In 11 affected members of a large Danish family with frontotemporal dementia reported by Brown et al. (1995) and Gydesen et al. (2002), Skibinski et al. (2005) identified a heterozygous mutation in the CHMPB2 gene (609512.0001). The authors identified a different CHMPB2 mutation (609512.0002) in a single unrelated patient with nonspecific dementia.

Momeni et al. (2006) did not identify pathogenic mutations in the CHMPB2 gene in 128 probands with frontotemporal dementia in whom MAPT mutations had been excluded. A truncating mutation in the CHMPB2 gene was identified in 2 middle-aged unaffected Afrikaner individuals from a large affected family; however, their affected father and 5 affected paternal relatives did not have the mutation.

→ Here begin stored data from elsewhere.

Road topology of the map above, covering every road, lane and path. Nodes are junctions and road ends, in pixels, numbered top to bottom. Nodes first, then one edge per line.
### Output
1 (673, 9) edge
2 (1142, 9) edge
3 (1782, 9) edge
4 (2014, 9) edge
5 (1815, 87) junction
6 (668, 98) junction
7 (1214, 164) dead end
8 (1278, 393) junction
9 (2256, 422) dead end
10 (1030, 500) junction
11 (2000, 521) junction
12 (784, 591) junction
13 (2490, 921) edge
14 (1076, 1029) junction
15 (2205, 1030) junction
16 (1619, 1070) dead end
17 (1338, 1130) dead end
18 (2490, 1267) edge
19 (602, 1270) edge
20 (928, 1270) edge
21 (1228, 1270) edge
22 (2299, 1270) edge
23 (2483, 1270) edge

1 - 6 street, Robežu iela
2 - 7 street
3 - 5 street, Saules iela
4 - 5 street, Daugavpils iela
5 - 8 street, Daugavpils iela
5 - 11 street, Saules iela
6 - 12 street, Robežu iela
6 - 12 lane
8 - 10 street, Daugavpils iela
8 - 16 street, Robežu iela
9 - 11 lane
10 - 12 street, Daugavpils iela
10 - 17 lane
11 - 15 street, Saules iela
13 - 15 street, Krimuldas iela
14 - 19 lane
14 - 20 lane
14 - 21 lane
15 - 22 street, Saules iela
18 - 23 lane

The maternal side of the family had no reported dementia. Momeni et al. (2006) noted that the large Danish family reported by Skibinski et al. (2005) had a similar truncating mutation in the CHMPB2 gene, which resulted from a different nucleotide change. The findings raised questions about the pathogenicity of the CHMPB2 mutation identified by Skibinski et al. (2005) and suggested that CHMPB2 mutations are not a common cause of frontotemporal dementia.

Cannon et al. (2006) did not identify pathogenic CHMPB2 mutations in 141 familial frontotemporal probands from the U.S. and U.K. In addition, the splice site mutation reported by Skibinski et al. (2005) was not found in 450 control individuals.

Van der Zee et al. (2008) identified a truncating mutation in the CHMPB2 gene (609512.0004) in a Belgian patient with autosomal dominant frontotemporal lobar degeneration.

Nomenclature

MacKenzie et al. (2010) suggested that the neuropathologic term 'FTLD-UPS' be used for CHMPB2-related FTLD, because the inclusions are only detectable with immunohistochemistry against proteins of the ubiquitin proteasome system (UPS).